Weather is terrifying, even as it opens into poetry, consolation flickering. It interleaves fractured images of what remains beautiful with a catalogue of the inconsolate: the doomed precariat, the end-timers, those who vote for their own destruction, wandering the fenced-in playground and the quiet corners of the library.

On Tuesdays, Lizzie attends a meditation class, held in the library basement. Margot, a ‘shrink. Also a Buddhist’ has a voice like a sharp stick. She raps out truths like: ‘suffering = pain + resistance’. But she also says: ‘It is important to remember that emotional pain comes in waves. Remind yourself that there will be a pause between the waves.’ She tells her students that Tibetan Buddists reframe the word ‘suffering’: ‘Instead of saying that life is intolerable, they might say that life is tolerable. As in just barely.’ When Henry tells her his pain is unbearable, she corrects him: ‘It’s barely bearable.’

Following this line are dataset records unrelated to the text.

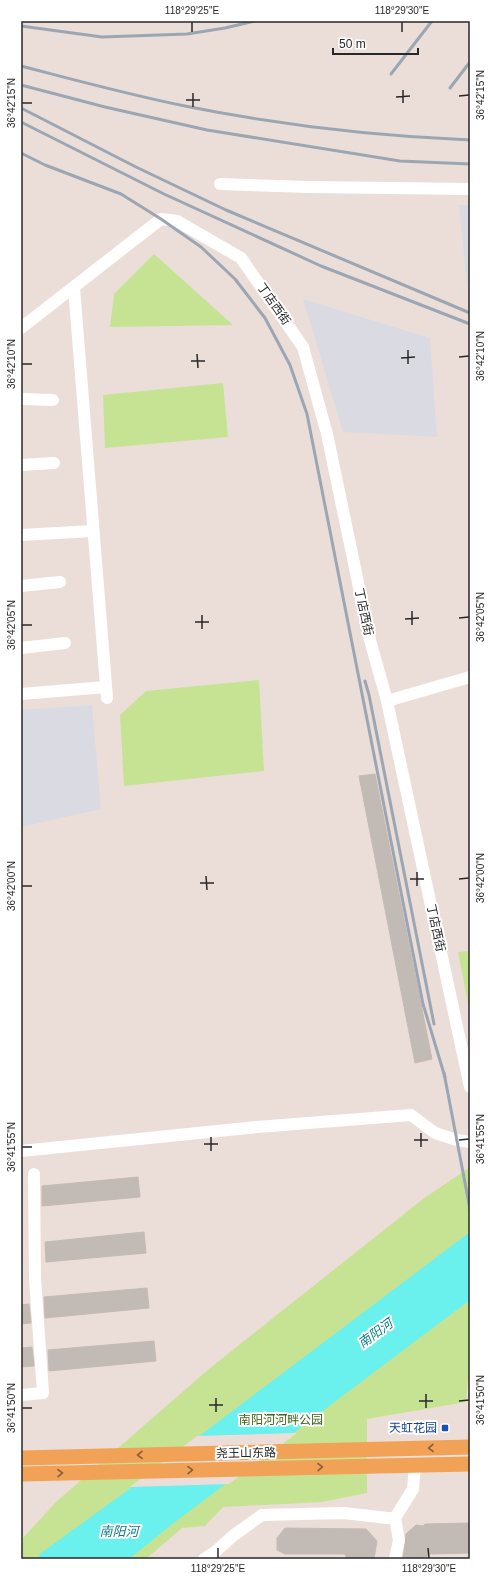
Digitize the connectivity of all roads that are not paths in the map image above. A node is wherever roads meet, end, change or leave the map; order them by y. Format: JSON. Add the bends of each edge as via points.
{"nodes":[{"id":1,"x":220,"y":184,"type":"dead end"},
{"id":2,"x":470,"y":189,"type":"edge"},
{"id":3,"x":74,"y":288,"type":"junction"},
{"id":4,"x":21,"y":328,"type":"edge"},
{"id":5,"x":21,"y":399,"type":"edge"},
{"id":6,"x":53,"y":400,"type":"dead end"},
{"id":7,"x":54,"y":463,"type":"dead end"},
{"id":8,"x":21,"y":465,"type":"edge"},
{"id":9,"x":93,"y":531,"type":"junction"},
{"id":10,"x":21,"y":535,"type":"edge"},
{"id":11,"x":60,"y":582,"type":"dead end"},
{"id":12,"x":21,"y":586,"type":"edge"},
{"id":13,"x":65,"y":643,"type":"dead end"},
{"id":14,"x":21,"y":648,"type":"edge"},
{"id":15,"x":470,"y":677,"type":"edge"},
{"id":16,"x":21,"y":694,"type":"edge"},
{"id":17,"x":387,"y":702,"type":"junction"},
{"id":18,"x":470,"y":1087,"type":"edge"},
{"id":19,"x":470,"y":1142,"type":"edge"},
{"id":20,"x":21,"y":1151,"type":"edge"},
{"id":21,"x":34,"y":1174,"type":"dead end"},
{"id":22,"x":21,"y":1395,"type":"edge"},
{"id":23,"x":470,"y":1448,"type":"edge"},
{"id":24,"x":21,"y":1458,"type":"edge"},
{"id":25,"x":470,"y":1464,"type":"edge"},
{"id":26,"x":415,"y":1465,"type":"junction"},
{"id":27,"x":21,"y":1474,"type":"edge"},
{"id":28,"x":395,"y":1518,"type":"junction"},
{"id":29,"x":204,"y":1559,"type":"edge"},
{"id":30,"x":395,"y":1559,"type":"edge"}],
"edges":[{"from":1,"to":2,"type":"street"},
{"from":3,"to":4,"type":"street","name":"丁店西街"},
{"from":3,"to":9,"type":"street"},
{"from":3,"to":17,"type":"street","name":"丁店西街","via":[[162,219],[177,221],[241,258],[303,347],[327,434],[370,640]]},
{"from":5,"to":6,"type":"street"},
{"from":7,"to":8,"type":"street"},
{"from":9,"to":10,"type":"street"},
{"from":9,"to":16,"type":"street","via":[[107,693]]},
{"from":11,"to":12,"type":"street"},
{"from":13,"to":14,"type":"street"},
{"from":15,"to":17,"type":"street"},
{"from":17,"to":18,"type":"street","name":"丁店西街"},
{"from":19,"to":20,"type":"street","via":[[435,1134],[411,1114]]},
{"from":21,"to":22,"type":"street","via":[[34,1279],[43,1393]]},
{"from":23,"to":24,"type":"main road","name":"尧王山东路","one_way":true},
{"from":25,"to":26,"type":"main road","name":"尧王山东路"},
{"from":27,"to":26,"type":"main road","name":"尧王山东路","one_way":true},
{"from":26,"to":28,"type":"street","via":[[413,1488]]},
{"from":28,"to":29,"type":"street","via":[[344,1513],[262,1515]]},
{"from":28,"to":30,"type":"street","via":[[399,1540]]}]}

Offill’s quick-quipping, barely hopeful, almost-broken novel observes consolation trashed and fragmented, but still, somehow, emitting its light, still murmuring responses to unanswerable questions, even as its lines can barely bear this weight. When Lizzie takes her son, Eli, for a walk, the buildings look ‘whitewashed in light’. The air is sweet. ‘Diminishing radiance,’ she thinks, ‘but still some, I’d say.’